Skylon reusable spaceplane received a flattering expert assessment
In orbit directly from the airfield, in one step, with minimal cost - these are the goals of the project, which ripens in the UK. A lot of steps will be required to implement it, but the other day the European Space Agency (ESA) confirmed that there are no technical mistakes and constructive obstacles here.
In continuation of its support for the Reaction Engines project and at the request of the UK space agency, ESA conducted an expert assessment of the documentation for the Skylon reusable space plan.
The capacity of the Skylon shuttle when launching satellites into low orbit should be 12-15 tons. In the future, the authors of the project dream, this device will be able to participate in the delivery of cargo to orbital bases. And the latter, they say, will serve as platforms for the assembly of large interplanetary ships, for example, for the Martian mission (illustrations of Reaction Engines).
According to the BBC, experts have not found any constructive and theoretical overlays that could destroy the plan. The next stage of work is ground tests of individual elements, and then full-function prototypes of Saber multimode engines for Skylon.

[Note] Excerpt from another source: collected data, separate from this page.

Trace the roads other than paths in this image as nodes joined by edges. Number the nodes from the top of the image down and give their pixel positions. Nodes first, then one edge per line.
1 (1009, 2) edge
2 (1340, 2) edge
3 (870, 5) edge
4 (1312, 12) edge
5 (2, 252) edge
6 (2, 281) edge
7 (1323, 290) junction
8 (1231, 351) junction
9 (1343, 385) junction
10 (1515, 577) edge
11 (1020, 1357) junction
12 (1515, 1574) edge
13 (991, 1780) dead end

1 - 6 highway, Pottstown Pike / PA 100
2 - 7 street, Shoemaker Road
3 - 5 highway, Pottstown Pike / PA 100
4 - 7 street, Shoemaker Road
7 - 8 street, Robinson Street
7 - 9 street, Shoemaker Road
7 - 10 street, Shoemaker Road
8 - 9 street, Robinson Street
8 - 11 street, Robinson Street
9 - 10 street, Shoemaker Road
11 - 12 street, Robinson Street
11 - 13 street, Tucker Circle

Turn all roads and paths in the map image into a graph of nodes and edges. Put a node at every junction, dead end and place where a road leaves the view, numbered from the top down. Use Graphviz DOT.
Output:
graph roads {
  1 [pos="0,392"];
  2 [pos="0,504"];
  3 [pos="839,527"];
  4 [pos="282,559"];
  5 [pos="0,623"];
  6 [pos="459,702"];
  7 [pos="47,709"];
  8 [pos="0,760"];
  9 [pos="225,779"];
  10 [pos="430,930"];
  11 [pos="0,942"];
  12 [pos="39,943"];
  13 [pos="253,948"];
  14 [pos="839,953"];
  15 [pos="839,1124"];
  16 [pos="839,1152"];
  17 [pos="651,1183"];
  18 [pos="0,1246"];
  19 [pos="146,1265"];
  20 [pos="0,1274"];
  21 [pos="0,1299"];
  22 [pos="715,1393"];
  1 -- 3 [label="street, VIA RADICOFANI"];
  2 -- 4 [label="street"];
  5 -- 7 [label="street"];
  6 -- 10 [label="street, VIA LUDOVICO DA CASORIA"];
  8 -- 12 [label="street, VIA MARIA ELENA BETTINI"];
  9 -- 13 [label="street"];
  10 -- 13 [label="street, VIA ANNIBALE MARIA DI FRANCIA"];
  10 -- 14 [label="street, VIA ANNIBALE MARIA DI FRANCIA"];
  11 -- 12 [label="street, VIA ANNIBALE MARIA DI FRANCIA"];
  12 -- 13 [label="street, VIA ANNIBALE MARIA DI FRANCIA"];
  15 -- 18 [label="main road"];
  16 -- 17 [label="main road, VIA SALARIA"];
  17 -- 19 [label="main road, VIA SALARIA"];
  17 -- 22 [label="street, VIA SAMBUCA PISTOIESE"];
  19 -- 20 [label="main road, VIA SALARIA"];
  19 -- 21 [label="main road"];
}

These innovative units - the key to the project, which swung at something grand. Skylon should take off from the usual airfield strip, like an airplane, and at the initial stage accelerate using oxygen from the atmosphere (hydrogen will be the fuel). Only upon reaching speed in 5,5 M and altitude in 26 kilometers the device will switch to oxygen supply from its own tanks to go into orbit.
Sit "Skylon" will also be in an airplane. Thus, the British space plan should not only go into space without the use of accelerating stages, external accelerators or discharged fuel tanks, but also carry out the entire flight using the same engine (in the amount of two pieces) at all stages, starting with taxiing airfield and ending with the orbital segment.
The main elements of the hybrid multimode aerospace engine Saber (illustration Reaction Engines).
A critical element of the most universal engine is the heat exchanger, which for the hundredth split of a second cools incoming air on hypersound from 1000 degrees Celsius to minus 130 degrees.
Reaction Engines has some kind of “secret technology” that allows you to avoid the appearance of ice crystals that can destroy the heat exchanger with such high-speed cooling of the air. ESA employees observed the work of the prototype of such a system in the company's laboratory and can confirm that it works.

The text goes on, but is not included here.